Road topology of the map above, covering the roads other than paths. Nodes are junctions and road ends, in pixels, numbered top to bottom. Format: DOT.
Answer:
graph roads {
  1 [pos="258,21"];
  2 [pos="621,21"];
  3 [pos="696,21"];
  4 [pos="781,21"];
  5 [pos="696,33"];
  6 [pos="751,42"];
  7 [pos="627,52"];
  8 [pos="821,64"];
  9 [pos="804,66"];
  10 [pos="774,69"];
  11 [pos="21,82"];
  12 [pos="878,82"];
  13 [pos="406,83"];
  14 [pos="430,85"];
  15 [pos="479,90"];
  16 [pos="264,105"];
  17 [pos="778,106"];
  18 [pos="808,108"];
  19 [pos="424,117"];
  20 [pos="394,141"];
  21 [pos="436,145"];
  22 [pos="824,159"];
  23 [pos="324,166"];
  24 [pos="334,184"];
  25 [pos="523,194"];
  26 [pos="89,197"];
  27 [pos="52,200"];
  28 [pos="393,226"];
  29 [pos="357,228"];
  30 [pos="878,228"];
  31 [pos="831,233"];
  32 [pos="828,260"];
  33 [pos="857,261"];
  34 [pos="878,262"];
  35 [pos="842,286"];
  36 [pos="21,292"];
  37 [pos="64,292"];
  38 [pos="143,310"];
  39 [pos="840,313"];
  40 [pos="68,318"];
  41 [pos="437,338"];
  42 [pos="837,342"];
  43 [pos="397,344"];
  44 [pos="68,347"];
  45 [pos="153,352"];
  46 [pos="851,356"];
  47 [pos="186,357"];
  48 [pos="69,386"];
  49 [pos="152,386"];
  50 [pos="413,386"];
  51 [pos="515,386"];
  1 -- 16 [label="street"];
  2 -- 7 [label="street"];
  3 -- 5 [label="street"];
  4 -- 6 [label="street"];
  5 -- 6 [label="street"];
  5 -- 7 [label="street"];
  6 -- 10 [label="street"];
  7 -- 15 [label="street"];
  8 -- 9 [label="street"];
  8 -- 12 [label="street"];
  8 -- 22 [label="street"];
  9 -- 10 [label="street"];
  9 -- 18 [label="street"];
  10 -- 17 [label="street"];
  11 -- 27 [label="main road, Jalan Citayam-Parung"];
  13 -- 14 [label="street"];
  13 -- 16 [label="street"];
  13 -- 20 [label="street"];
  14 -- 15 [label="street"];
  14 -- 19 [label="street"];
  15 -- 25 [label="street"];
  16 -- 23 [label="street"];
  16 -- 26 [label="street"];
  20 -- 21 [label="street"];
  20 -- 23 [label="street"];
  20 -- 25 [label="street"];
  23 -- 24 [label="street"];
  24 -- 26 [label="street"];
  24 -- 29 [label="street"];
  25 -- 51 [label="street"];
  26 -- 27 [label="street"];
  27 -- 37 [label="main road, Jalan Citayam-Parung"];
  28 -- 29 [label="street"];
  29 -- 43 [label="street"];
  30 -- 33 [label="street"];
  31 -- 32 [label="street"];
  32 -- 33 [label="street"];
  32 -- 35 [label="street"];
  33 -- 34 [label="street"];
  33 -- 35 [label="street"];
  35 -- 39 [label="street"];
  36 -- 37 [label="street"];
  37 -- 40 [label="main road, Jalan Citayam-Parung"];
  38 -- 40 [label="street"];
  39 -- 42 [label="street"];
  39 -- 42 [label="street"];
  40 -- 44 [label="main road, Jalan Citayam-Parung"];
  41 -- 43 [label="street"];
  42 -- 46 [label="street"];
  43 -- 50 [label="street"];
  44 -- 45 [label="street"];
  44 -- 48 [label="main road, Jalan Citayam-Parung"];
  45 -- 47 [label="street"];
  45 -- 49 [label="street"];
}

========

● **What to work on**
Taking the material above one line at a time, count the lines that include "Citayam" as a word or string, and give only that number.

● **Task answer**
5